Un prototipo de samurai japonés que mostró la mejor calidad de los japoneses: llevar la vida para mejorarse constantemente con esfuerzo y honorabilidad.

Su famosísima manera de combate, “Niten Ichi ryu”, con dos sables, fue quizás inventado por su padre que era maestro del uso del “Jitte” con el cual coge el sable del contrincante, y le ataca desenvainando un sable. Pero fue solo posible este “Niten Ichi ryu”, gracias a la fuerza inhumana que tenía Musashi.

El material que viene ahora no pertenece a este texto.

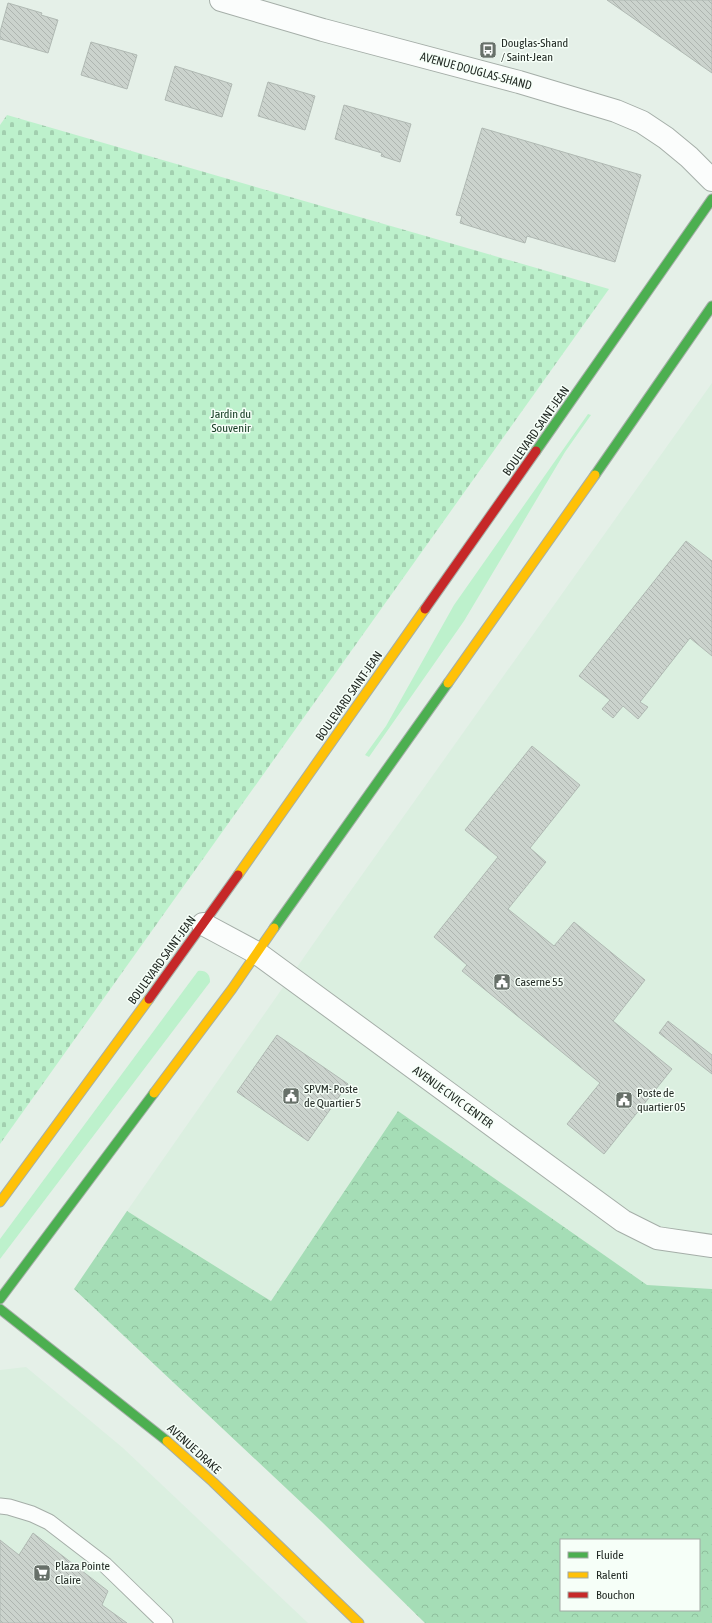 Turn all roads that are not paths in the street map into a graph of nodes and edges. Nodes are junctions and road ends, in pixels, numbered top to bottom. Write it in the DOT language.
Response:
graph roads {
  1 [pos="222,0"];
  2 [pos="259,5"];
  3 [pos="712,180"];
  4 [pos="712,199"];
  5 [pos="712,306"];
  6 [pos="203,924"];
  7 [pos="257,953"];
  8 [pos="0,1202"];
  9 [pos="712,1246"];
  10 [pos="0,1299"];
  11 [pos="0,1309"];
  12 [pos="0,1506"];
  13 [pos="165,1623"];
  14 [pos="360,1623"];
  1 -- 2 [label="street, AVENUE DOUGLAS-SHAND"];
  2 -- 3 [label="street, AVENUE DOUGLAS-SHAND"];
  4 -- 6 [label="main road, BOULEVARD SAINT-JEAN"];
  5 -- 7 [label="main road"];
  6 -- 7 [label="street, AVENUE CIVIC CENTER"];
  6 -- 8 [label="main road, BOULEVARD SAINT-JEAN"];
  7 -- 9 [label="street, AVENUE CIVIC CENTER"];
  7 -- 10 [label="main road"];
  11 -- 14 [label="main road, AVENUE DRAKE"];
  12 -- 13 [label="lane"];
} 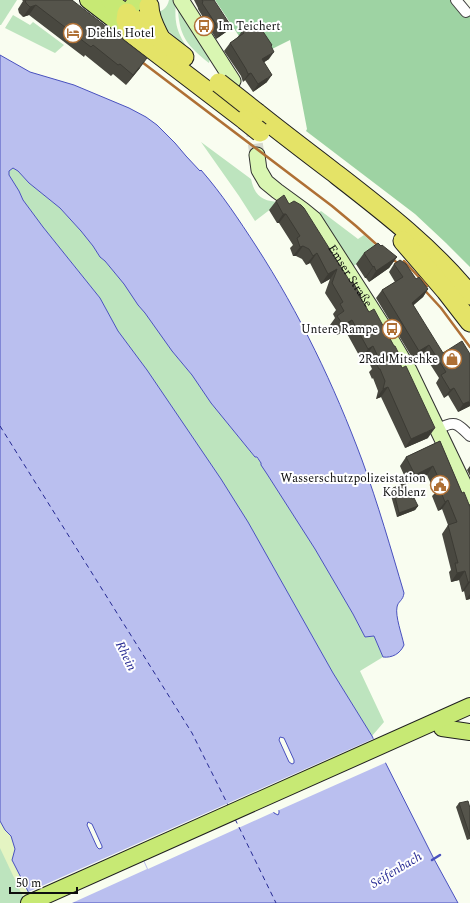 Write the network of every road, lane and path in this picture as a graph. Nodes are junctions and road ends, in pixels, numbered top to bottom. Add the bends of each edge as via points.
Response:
1 (88, 0) edge
2 (181, 0) edge
3 (456, 0) edge
4 (466, 12) dead end
5 (129, 14) edge
6 (226, 82) junction
7 (251, 117) junction
8 (257, 155) tunnel mouth
9 (403, 241) junction
10 (470, 295) edge
11 (470, 308) edge
12 (470, 322) edge
13 (438, 429) junction
14 (470, 436) edge
15 (470, 497) edge
16 (470, 706) edge
17 (470, 716) edge
18 (442, 728) junction
19 (470, 732) edge
20 (413, 736) junction
21 (30, 903) edge
22 (47, 903) edge

1 - 5 main road
2 - 6 street
3 - 4 street
5 - 6 highway via 149,12 159,38
5 - 7 highway
6 - 7 highway, bridge
7 - 9 highway, bridge via 260,132
7 - 10 highway via 388,214 438,259
8 - 13 street, Emser Straße via 266,182 314,220 332,247 409,370
9 - 11 highway via 436,269
9 - 12 highway
13 - 14 street via 450,423 456,424
13 - 15 street, Emser Straße
16 - 20 main road
17 - 18 main road
18 - 19 main road
18 - 20 main road
20 - 21 main road
20 - 22 main road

Musashi nos dejó una palabra importante, “Mikiru”, que era originalidad de su arte. “No tenemos miedo cuando caminamos sobre una plancha de madera de 1 metro de ancha y 30 centímetros encima del suelo. Pero cuando sube la altura hasta cien veces más, tememos morir si nos caemos. En realidad es lo mismo. El arte de lucha consiste en matar este miedo, es decir, “Mikiru” (dominar la inquietud), y en seguida nos convertiremos en maestros.

El importante ex-gobernador y posterior monje que vivió hasta 130 años, visitó a los 82 años la tumba de Miyamoto Musashi que se encontraba en la región de Higo-Kumamoto (Kyushu) cuyo señor Hosokawa Tadatoshi lo incorporó en su gobierno con un estatuto que estaba solo reservado a unos pocos personajes excepcionales y honorables. Según el testigo de un campesino, cuenta el libro “El diálogo con Watanabe Koan”, Miyamoto Musashi estaba enterrado debajo de la estela, vestido de panoplia de samurai con armas, conforme a sus deseos de defender desde este sitio desde donde se veía bien el castillo, a aquel señor que le trató como su igual.

Miyamoto Musashi quería cumplir con su lema: “Un samurai muere para el que le conoce profundamente”.